» Try it
Write the listing out again, exactly as it appears.
====== Input data ======
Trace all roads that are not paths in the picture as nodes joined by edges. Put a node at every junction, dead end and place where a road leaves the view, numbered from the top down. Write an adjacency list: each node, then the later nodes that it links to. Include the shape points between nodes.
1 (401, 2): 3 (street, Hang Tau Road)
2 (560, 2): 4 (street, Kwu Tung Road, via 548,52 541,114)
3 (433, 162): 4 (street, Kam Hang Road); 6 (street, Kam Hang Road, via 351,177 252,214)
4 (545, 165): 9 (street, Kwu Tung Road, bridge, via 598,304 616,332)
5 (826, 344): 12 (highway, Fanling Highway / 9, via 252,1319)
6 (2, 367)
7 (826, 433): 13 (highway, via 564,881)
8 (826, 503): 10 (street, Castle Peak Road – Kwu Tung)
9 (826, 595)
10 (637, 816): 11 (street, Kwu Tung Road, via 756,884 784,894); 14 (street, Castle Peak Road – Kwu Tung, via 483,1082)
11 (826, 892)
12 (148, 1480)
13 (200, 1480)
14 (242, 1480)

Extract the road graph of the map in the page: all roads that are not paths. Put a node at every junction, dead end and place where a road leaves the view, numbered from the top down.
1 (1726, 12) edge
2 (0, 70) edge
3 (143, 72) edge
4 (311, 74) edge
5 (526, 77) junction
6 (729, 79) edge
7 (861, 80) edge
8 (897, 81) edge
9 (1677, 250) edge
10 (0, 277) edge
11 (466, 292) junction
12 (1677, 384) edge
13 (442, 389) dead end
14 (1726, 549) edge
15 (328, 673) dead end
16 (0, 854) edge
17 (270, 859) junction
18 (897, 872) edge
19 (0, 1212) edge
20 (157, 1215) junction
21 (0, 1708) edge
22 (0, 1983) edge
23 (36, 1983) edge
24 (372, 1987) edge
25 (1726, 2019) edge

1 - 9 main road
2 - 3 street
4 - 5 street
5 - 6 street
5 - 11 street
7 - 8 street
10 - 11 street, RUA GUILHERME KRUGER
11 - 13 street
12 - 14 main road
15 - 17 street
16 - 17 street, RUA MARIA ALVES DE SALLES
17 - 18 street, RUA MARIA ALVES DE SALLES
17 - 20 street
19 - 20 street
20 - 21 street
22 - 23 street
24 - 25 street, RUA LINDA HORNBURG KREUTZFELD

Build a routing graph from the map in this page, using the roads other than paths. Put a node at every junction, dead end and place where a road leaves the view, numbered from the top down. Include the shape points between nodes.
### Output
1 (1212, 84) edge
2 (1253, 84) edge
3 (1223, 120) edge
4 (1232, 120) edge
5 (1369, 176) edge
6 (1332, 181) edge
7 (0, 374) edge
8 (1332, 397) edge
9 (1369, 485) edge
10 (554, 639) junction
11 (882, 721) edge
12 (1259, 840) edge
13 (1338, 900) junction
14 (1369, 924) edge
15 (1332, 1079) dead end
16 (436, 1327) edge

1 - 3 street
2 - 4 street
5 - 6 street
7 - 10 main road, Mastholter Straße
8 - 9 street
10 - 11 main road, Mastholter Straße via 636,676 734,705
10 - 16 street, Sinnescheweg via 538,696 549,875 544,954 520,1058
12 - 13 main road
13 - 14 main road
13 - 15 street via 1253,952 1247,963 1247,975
======
» Written answer
Trace all roads that are not paths in the picture as nodes joined by edges. Put a node at every junction, dead end and place where a road leaves the view, numbered from the top down. Write an adjacency list: each node, then the later nodes that it links to. Include the shape points between nodes.
1 (401, 2): 3 (street, Hang Tau Road)
2 (560, 2): 4 (street, Kwu Tung Road, via 548,52 541,114)
3 (433, 162): 4 (street, Kam Hang Road); 6 (street, Kam Hang Road, via 351,177 252,214)
4 (545, 165): 9 (street, Kwu Tung Road, bridge, via 598,304 616,332)
5 (826, 344): 12 (highway, Fanling Highway / 9, via 252,1319)
6 (2, 367)
7 (826, 433): 13 (highway, via 564,881)
8 (826, 503): 10 (street, Castle Peak Road – Kwu Tung)
9 (826, 595)
10 (637, 816): 11 (street, Kwu Tung Road, via 756,884 784,894); 14 (street, Castle Peak Road – Kwu Tung, via 483,1082)
11 (826, 892)
12 (148, 1480)
13 (200, 1480)
14 (242, 1480)

Extract the road graph of the map in the page: all roads that are not paths. Put a node at every junction, dead end and place where a road leaves the view, numbered from the top down.
1 (1726, 12) edge
2 (0, 70) edge
3 (143, 72) edge
4 (311, 74) edge
5 (526, 77) junction
6 (729, 79) edge
7 (861, 80) edge
8 (897, 81) edge
9 (1677, 250) edge
10 (0, 277) edge
11 (466, 292) junction
12 (1677, 384) edge
13 (442, 389) dead end
14 (1726, 549) edge
15 (328, 673) dead end
16 (0, 854) edge
17 (270, 859) junction
18 (897, 872) edge
19 (0, 1212) edge
20 (157, 1215) junction
21 (0, 1708) edge
22 (0, 1983) edge
23 (36, 1983) edge
24 (372, 1987) edge
25 (1726, 2019) edge

1 - 9 main road
2 - 3 street
4 - 5 street
5 - 6 street
5 - 11 street
7 - 8 street
10 - 11 street, RUA GUILHERME KRUGER
11 - 13 street
12 - 14 main road
15 - 17 street
16 - 17 street, RUA MARIA ALVES DE SALLES
17 - 18 street, RUA MARIA ALVES DE SALLES
17 - 20 street
19 - 20 street
20 - 21 street
22 - 23 street
24 - 25 street, RUA LINDA HORNBURG KREUTZFELD

Build a routing graph from the map in this page, using the roads other than paths. Put a node at every junction, dead end and place where a road leaves the view, numbered from the top down. Include the shape points between nodes.
### Output
1 (1212, 84) edge
2 (1253, 84) edge
3 (1223, 120) edge
4 (1232, 120) edge
5 (1369, 176) edge
6 (1332, 181) edge
7 (0, 374) edge
8 (1332, 397) edge
9 (1369, 485) edge
10 (554, 639) junction
11 (882, 721) edge
12 (1259, 840) edge
13 (1338, 900) junction
14 (1369, 924) edge
15 (1332, 1079) dead end
16 (436, 1327) edge

1 - 3 street
2 - 4 street
5 - 6 street
7 - 10 main road, Mastholter Straße
8 - 9 street
10 - 11 main road, Mastholter Straße via 636,676 734,705
10 - 16 street, Sinnescheweg via 538,696 549,875 544,954 520,1058
12 - 13 main road
13 - 14 main road
13 - 15 street via 1253,952 1247,963 1247,975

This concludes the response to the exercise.